__REQUIRED ACTION__
Extract the entries in their exact form.

===== MATERIAL FOR THIS TASK

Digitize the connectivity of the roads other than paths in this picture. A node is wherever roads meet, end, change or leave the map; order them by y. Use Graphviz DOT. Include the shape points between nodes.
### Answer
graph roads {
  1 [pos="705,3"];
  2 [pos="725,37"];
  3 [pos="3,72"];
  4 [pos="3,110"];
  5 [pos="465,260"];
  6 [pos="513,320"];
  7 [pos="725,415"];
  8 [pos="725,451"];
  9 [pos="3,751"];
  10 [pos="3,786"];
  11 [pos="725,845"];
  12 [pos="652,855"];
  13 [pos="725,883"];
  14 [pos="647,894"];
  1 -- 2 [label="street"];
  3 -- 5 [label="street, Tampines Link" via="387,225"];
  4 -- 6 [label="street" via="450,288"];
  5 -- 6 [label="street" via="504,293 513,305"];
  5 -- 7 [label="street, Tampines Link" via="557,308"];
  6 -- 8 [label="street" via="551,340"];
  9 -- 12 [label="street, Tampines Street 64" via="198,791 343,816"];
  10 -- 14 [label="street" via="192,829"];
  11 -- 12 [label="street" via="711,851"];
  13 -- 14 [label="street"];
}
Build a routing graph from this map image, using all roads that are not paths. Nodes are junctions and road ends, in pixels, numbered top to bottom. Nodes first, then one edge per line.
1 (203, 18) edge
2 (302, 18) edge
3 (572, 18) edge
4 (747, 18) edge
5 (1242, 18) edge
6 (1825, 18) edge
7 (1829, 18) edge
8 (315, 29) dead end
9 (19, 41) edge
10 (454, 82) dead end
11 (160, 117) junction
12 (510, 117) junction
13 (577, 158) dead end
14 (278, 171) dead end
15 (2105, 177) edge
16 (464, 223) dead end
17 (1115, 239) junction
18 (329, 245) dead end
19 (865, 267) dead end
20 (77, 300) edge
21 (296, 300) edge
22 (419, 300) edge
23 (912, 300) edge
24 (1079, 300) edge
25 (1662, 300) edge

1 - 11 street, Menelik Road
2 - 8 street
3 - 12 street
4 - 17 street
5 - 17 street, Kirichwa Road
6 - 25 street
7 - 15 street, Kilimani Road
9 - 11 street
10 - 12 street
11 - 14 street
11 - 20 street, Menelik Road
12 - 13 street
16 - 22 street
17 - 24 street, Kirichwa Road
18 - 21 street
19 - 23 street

==========

__RESPONSE TO THIS EXERCISE__
Digitize the connectivity of the roads other than paths in this picture. A node is wherever roads meet, end, change or leave the map; order them by y. Use Graphviz DOT. Include the shape points between nodes.
### Answer
graph roads {
  1 [pos="705,3"];
  2 [pos="725,37"];
  3 [pos="3,72"];
  4 [pos="3,110"];
  5 [pos="465,260"];
  6 [pos="513,320"];
  7 [pos="725,415"];
  8 [pos="725,451"];
  9 [pos="3,751"];
  10 [pos="3,786"];
  11 [pos="725,845"];
  12 [pos="652,855"];
  13 [pos="725,883"];
  14 [pos="647,894"];
  1 -- 2 [label="street"];
  3 -- 5 [label="street, Tampines Link" via="387,225"];
  4 -- 6 [label="street" via="450,288"];
  5 -- 6 [label="street" via="504,293 513,305"];
  5 -- 7 [label="street, Tampines Link" via="557,308"];
  6 -- 8 [label="street" via="551,340"];
  9 -- 12 [label="street, Tampines Street 64" via="198,791 343,816"];
  10 -- 14 [label="street" via="192,829"];
  11 -- 12 [label="street" via="711,851"];
  13 -- 14 [label="street"];
}
Build a routing graph from this map image, using all roads that are not paths. Nodes are junctions and road ends, in pixels, numbered top to bottom. Nodes first, then one edge per line.
1 (203, 18) edge
2 (302, 18) edge
3 (572, 18) edge
4 (747, 18) edge
5 (1242, 18) edge
6 (1825, 18) edge
7 (1829, 18) edge
8 (315, 29) dead end
9 (19, 41) edge
10 (454, 82) dead end
11 (160, 117) junction
12 (510, 117) junction
13 (577, 158) dead end
14 (278, 171) dead end
15 (2105, 177) edge
16 (464, 223) dead end
17 (1115, 239) junction
18 (329, 245) dead end
19 (865, 267) dead end
20 (77, 300) edge
21 (296, 300) edge
22 (419, 300) edge
23 (912, 300) edge
24 (1079, 300) edge
25 (1662, 300) edge

1 - 11 street, Menelik Road
2 - 8 street
3 - 12 street
4 - 17 street
5 - 17 street, Kirichwa Road
6 - 25 street
7 - 15 street, Kilimani Road
9 - 11 street
10 - 12 street
11 - 14 street
11 - 20 street, Menelik Road
12 - 13 street
16 - 22 street
17 - 24 street, Kirichwa Road
18 - 21 street
19 - 23 street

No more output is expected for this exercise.